For a number of years, Garth Turner, MP for Halton and currently sitting as an Independent, has championed the issue of perceived unfairness in the area of senior taxation. Before his life in politics Mr. Turner was a financial commentator with his finger on the tax and investing community. Previously in response to a question from Mr. Turner, Federal Finance Minister Jim Flaherty indicated that he was considering the allowance of senior couples to split pension income for tax purposes.
A number of years back the Canada Pension Plan began to allow couples the opportunity to split payments out of the program. While this may have limited benefit for very low income seniors, it certainly makes a difference for anyone who has additional retirement income. That’s because the tax we pay is based on how much we make – the more, the more! By transferring some of the income into the lower earning spouse’s hands, a couple can reduce the total tax liability.
For those beginning to take their CPP at age 65, the maximum amount of retirement benefit is slightly more than $10,000. In addition, there is the Old Age Security which pays just under $6,000 in 2006. A couple that each received OAS and with one of the spouse’s qualified for maximum CPP and a pension from employment of $25,000 paid a combined total tax of $6,474 in 2005. By splitting the CPP payment with the lower income spouse, the combined tax bill was lowered by more than $75 a month. By further splitting the employment pension, the total family tax bill would be less than $5,000.

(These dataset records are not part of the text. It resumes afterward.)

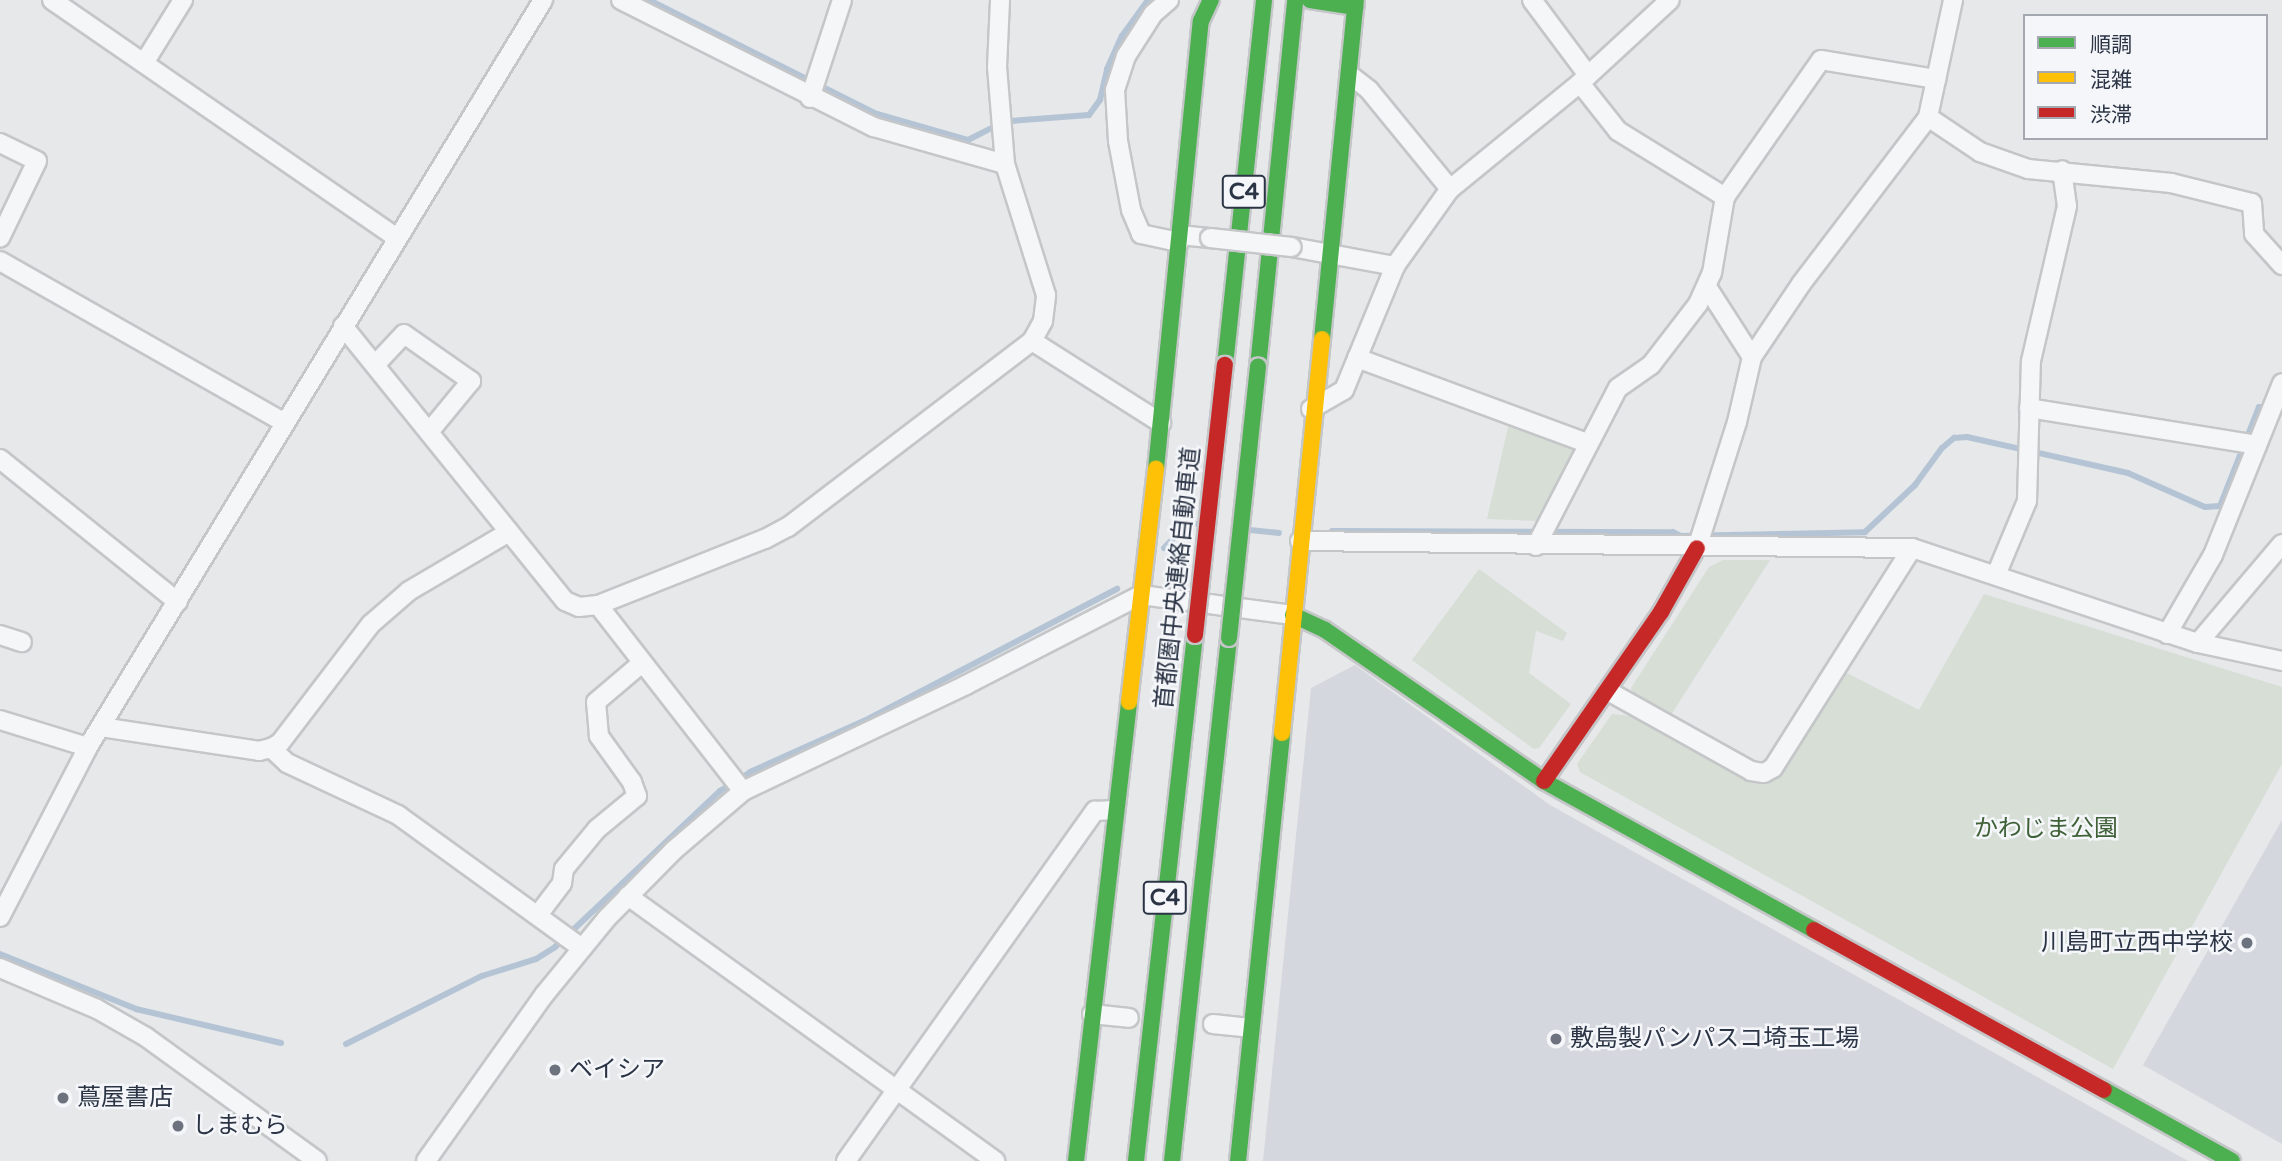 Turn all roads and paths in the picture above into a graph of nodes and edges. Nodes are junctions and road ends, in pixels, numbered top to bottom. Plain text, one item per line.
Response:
1 (52, 0) edge
2 (183, 0) edge
3 (543, 0) edge
4 (621, 0) edge
5 (842, 0) edge
6 (1000, 0) edge
7 (1169, 0) edge
8 (1264, 0) edge
9 (1295, 0) edge
10 (1310, 0) edge
11 (1532, 0) edge
12 (1670, 0) edge
13 (1953, 0) edge
14 (1207, 1) edge
15 (1355, 3) edge
16 (145, 63) junction
17 (1350, 75) junction
18 (1584, 79) junction
19 (1936, 79) junction
20 (812, 91) junction
21 (1928, 117) junction
22 (0, 143) edge
23 (1005, 164) junction
24 (2062, 170) junction
25 (1450, 189) junction
26 (1725, 197) junction
27 (0, 238) edge
28 (397, 238) junction
29 (1179, 238) junction
30 (1328, 251) junction
31 (0, 261) edge
32 (2282, 265) edge
33 (1395, 266) junction
34 (1707, 287) junction
35 (343, 326) junction
36 (1032, 341) junction
37 (1752, 357) junction
38 (1357, 358) junction
39 (374, 365) junction
40 (2282, 383) edge
41 (2029, 408) junction
42 (1311, 409) junction
43 (285, 423) junction
44 (1161, 423) junction
45 (429, 432) junction
46 (1587, 443) junction
47 (2257, 445) junction
48 (0, 459) edge
49 (509, 532) junction
50 (1541, 536) junction
51 (1300, 541) junction
52 (2282, 544) edge
53 (1697, 548) junction
54 (1912, 548) junction
55 (1996, 575) junction
56 (1140, 595) junction
57 (178, 603) junction
58 (598, 605) junction
59 (1293, 615) junction
60 (2167, 634) junction
61 (0, 635) edge
62 (22, 642) dead end
63 (2198, 643) junction
64 (2282, 661) edge
65 (642, 663) junction
66 (1608, 691) junction
67 (0, 720) edge
68 (101, 727) junction
69 (88, 747) junction
70 (271, 748) junction
71 (1544, 781) junction
72 (743, 791) junction
73 (1115, 810) junction
74 (628, 896) junction
75 (538, 915) junction
76 (0, 917) edge
77 (582, 948) junction
78 (0, 968) edge
79 (1092, 1014) junction
80 (1129, 1018) dead end
81 (1213, 1024) dead end
82 (1250, 1028) junction
83 (898, 1088) junction
84 (317, 1161) edge
85 (426, 1161) edge
86 (846, 1161) edge
87 (995, 1161) edge
88 (1076, 1161) edge
89 (1136, 1161) edge
90 (1172, 1161) edge
91 (1238, 1161) edge
92 (2232, 1161) edge

1 - 16 street
2 - 16 street
3 - 28 street
4 - 20 street
5 - 20 street
6 - 23 street
7 - 29 street
8 - 89 main road, 首都圏中央連絡自動車道 / C4, bridge
9 - 90 main road, C4, bridge
10 - 15 main road
11 - 18 street
12 - 18 street
13 - 19 street
14 - 29 main road
15 - 17 main road
16 - 28 street
17 - 25 street
17 - 30 main road
18 - 25 street
18 - 26 street
19 - 21 street
19 - 26 street
20 - 23 street
21 - 24 street
21 - 37 street
22 - 27 street
23 - 36 street
24 - 32 street
24 - 41 street
25 - 33 street
26 - 34 street
28 - 35 street
29 - 30 street, bridge
29 - 44 main road
30 - 33 street
30 - 42 main road
31 - 43 street
33 - 38 street
34 - 37 street
34 - 46 street
35 - 39 street
35 - 43 street
36 - 44 street
36 - 58 street
37 - 53 street
38 - 42 street
38 - 46 street
39 - 45 street
39 - 45 street
40 - 47 street
41 - 47 street
41 - 55 street
42 - 51 main road
43 - 57 street
44 - 56 main road
45 - 49 street
46 - 50 street
47 - 60 street
48 - 57 street
49 - 58 street
49 - 70 street
50 - 51 street
50 - 53 street
51 - 59 main road
52 - 63 street
53 - 54 street
53 - 66 main road
54 - 55 street
54 - 66 street
55 - 60 street
56 - 59 street
56 - 72 street
56 - 73 main road
57 - 68 street
58 - 65 street
59 - 71 main road
59 - 82 main road
60 - 63 street
61 - 62 street
63 - 64 street
65 - 72 street
65 - 75 street
66 - 71 main road
67 - 69 street
68 - 69 street
68 - 70 street
69 - 76 street
70 - 75 street
71 - 92 main road
72 - 74 street
73 - 79 main road
73 - 83 street
74 - 77 street
74 - 83 street
75 - 77 street
77 - 85 street
78 - 84 street
79 - 80 street
79 - 88 main road
81 - 82 street
82 - 91 main road
83 - 86 street
83 - 87 street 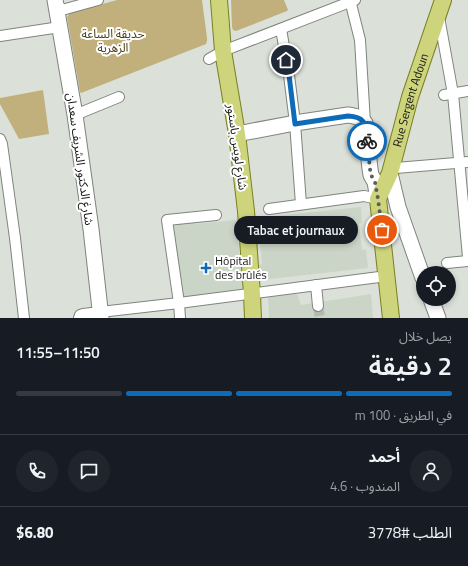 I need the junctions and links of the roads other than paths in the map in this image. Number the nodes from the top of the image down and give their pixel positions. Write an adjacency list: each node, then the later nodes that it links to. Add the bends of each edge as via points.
1 (98, 0): 4 (street, via 62,10)
2 (219, 0): 9 (main road, شارع لويس باستور)
3 (352, 1): 7 (street); 15 (street, via 360,40)
4 (55, 2): 6 (main road, شارغ الدكتور الشريف سعدان)
5 (441, 7): 11 (street); 18 (main road, Rue Sergent Adoun, via 410,97)
6 (60, 27): 8 (street); 13 (main road, شارغ الدكتور الشريف سعدان)
7 (280, 29): 9 (street); 14 (street)
8 (0, 36)
9 (216, 55): 16 (main road, شارع لويس باستور)
10 (468, 91): 11 (street)
11 (449, 94): 19 (street)
12 (119, 97): 13 (street)
13 (75, 115): 35 (main road, شارغ الدكتور الشريف سعدان)
14 (295, 124): 15 (main road, via 348,116 361,118); 16 (main road); 22 (street)
15 (365, 124): 21 (main road, via 371,175)
16 (237, 134): 31 (main road, شارع لويس باستور)
17 (1, 142): 38 (street)
18 (395, 153): 19 (street, via 396,168); 20 (main road, Rue Sergent Adoun)
19 (464, 163): 25 (street)
20 (390, 173): 21 (main road, Rue Sergent Adoun); 28 (main road, via 398,207)
21 (378, 199): 22 (street, via 364,196); 29 (main road)
22 (301, 204): 23 (street)
23 (269, 209)
24 (216, 216): 32 (street, via 167,220)
25 (468, 257)
26 (468, 261): 27 (street)
27 (447, 263)
28 (419, 266)
29 (387, 276): 30 (street); 40 (main road)
30 (316, 285): 31 (street); 33 (street)
31 (252, 294): 32 (street); 37 (main road, شارع لويس باستور)
32 (180, 304): 35 (street); 39 (street)
33 (318, 306)
34 (434, 306): 41 (main road)
35 (101, 315): 36 (street)
36 (81, 316)
37 (252, 316)
38 (24, 318)
39 (180, 318)
40 (391, 318)
41 (438, 318)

Some people might question whether this is fair. An argument could be made that we need to look at the sociological structure of those in retirement. While it is less common today to see the traditional nuclear family of the dad out working and the mom home with the kiddies, indeed this is the case for many of the folks currently in retirement. While there has been a long on-going debate on whether stay-at-home parents should be entitled to contribute to CPP, the answer is currently no. For others, when the kids are older, often the returning to the workforce parent is too late to pick up with a career that has significant retirement benefits, and have only their CPP (which does have a child rearing drop out component) to count on. Family practice lawyers continually make the case that these types of assets should be split upon marital breakdown. Splitting retirement income from a tax perspective just extends the argument and allows more money to be left in the home, when the ability to earn any substantial income has ceased – a position I believe most Canadians would deem to be fair.
While it would be a legislative nightmare to try and get all the affected stakeholders on side – pension providers, legislators, RRSP carriers to name but a few – the same result could be accomplished by a relative simple administrative change directly on the tax return, much like the way investment income is reported.
Anyway, in what appears to be a case of coincidental prediction, the day after the radio interview Mr. Flaherty announced changes to the way that income trusts are going to be taxed, thereby negating (albeit over four years) advantages that trusts like the Bell Aliant Regional Communications Income Fund are going to have over their corporate cousins. He also introduced rule changes allowing retirees to split their retirement income. While no doubt this will help offset any negative affects to this group as a result of the trust changes, it will also be extremely welcomed by the non-investor as exampled above.